2014-04-15 09:54:28

by Lai Jiangshan

[permalink] [raw]
Subject: [PATCH] workqueue: allow changing attributions of ordered workqueue

>From 534f1df8a5a03427b0fc382150fbd34e05648a28 Mon Sep 17 00:00:00 2001
From: Lai Jiangshan <[email protected]>
Date: Tue, 15 Apr 2014 17:52:19 +0800
Subject: [PATCH] workqueue: allow changing attributions of ordered workqueue

Allow changing ordered workqueue's cpumask
Allow changing ordered workqueue's nice value
Allow registering ordered workqueue to SYSFS

Still disallow changing ordered workqueue's max_active which breaks ordered guarantee
Still disallow changing ordered workqueue's no_numa which breaks ordered guarantee

Changing attributions will introduce new pwqs in a given workqueue, and
old implement doesn't have any solution to handle multi-pwqs on ordered workqueues,
so changing attributions for ordered workqueues is disallowed.

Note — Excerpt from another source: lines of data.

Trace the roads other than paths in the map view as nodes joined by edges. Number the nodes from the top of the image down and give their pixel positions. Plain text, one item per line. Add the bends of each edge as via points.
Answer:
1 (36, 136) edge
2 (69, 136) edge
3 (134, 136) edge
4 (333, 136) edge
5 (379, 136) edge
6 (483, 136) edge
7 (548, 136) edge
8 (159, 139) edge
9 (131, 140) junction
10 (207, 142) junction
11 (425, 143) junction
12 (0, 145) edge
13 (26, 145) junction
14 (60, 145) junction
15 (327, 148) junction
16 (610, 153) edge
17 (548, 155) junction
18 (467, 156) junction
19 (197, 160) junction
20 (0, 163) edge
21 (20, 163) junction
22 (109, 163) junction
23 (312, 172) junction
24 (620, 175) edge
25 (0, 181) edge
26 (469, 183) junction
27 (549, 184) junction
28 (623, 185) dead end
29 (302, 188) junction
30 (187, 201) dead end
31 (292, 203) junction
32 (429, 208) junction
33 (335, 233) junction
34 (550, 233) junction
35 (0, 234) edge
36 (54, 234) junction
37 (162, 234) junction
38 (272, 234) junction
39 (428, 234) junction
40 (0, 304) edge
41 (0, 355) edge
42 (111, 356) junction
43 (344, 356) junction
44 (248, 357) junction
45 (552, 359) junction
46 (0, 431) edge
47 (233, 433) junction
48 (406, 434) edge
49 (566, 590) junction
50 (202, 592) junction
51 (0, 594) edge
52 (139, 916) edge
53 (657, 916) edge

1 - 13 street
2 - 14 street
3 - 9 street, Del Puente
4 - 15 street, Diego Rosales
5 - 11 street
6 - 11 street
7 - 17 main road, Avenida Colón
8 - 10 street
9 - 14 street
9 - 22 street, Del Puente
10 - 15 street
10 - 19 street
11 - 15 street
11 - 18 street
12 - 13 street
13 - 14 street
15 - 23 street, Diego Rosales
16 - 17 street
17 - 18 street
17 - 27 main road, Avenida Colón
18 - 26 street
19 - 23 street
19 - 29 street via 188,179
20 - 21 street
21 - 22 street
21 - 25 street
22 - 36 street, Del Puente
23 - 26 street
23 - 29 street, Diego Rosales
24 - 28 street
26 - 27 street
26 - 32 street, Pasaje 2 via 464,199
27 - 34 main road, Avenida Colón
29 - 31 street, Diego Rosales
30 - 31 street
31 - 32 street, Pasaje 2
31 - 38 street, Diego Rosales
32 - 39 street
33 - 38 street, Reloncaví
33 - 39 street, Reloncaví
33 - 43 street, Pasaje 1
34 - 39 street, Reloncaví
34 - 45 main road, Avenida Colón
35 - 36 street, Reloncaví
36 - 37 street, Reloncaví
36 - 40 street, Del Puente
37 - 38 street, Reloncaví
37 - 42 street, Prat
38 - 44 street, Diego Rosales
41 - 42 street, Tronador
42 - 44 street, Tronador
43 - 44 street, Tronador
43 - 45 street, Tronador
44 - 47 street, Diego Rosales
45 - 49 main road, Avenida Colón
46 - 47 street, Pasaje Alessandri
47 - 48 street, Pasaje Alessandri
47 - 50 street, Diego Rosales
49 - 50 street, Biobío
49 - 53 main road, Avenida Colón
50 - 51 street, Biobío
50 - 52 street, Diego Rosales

After I investigated several solutions which try to handle multi-pwqs on ordered workqueues,
I found the solution which reuse max_active are the simplest.
In this solution, the new introduced pwq's max_active is kept as *ZERO* until it become
the oldest pwq. Thus only one (the oldest) pwq is active, and ordered is guarantee.

This solution forces ordered on higher level while the non-reentrancy is also
forced. so we don't need to queue any work to its previous pool. And we shouldn't
do it. we must disallow any work repeatedly requeues itself back-to-back
which keeps the oldest pwq stay and make newest(if have) pwq starvation(non-active for ever).

Build test only.
This patch depends on previous patch:
workqueue: add __WQ_FREEZING and remove POOL_FREEZING

Frederic:
You can pick this patch to your updated patchset before
TJ apply it.

Signed-off-by: Lai Jiangshan <[email protected]>
---
kernel/workqueue.c | 66 ++++++++++++++++++++++++++++++---------------------
1 files changed, 39 insertions(+), 27 deletions(-)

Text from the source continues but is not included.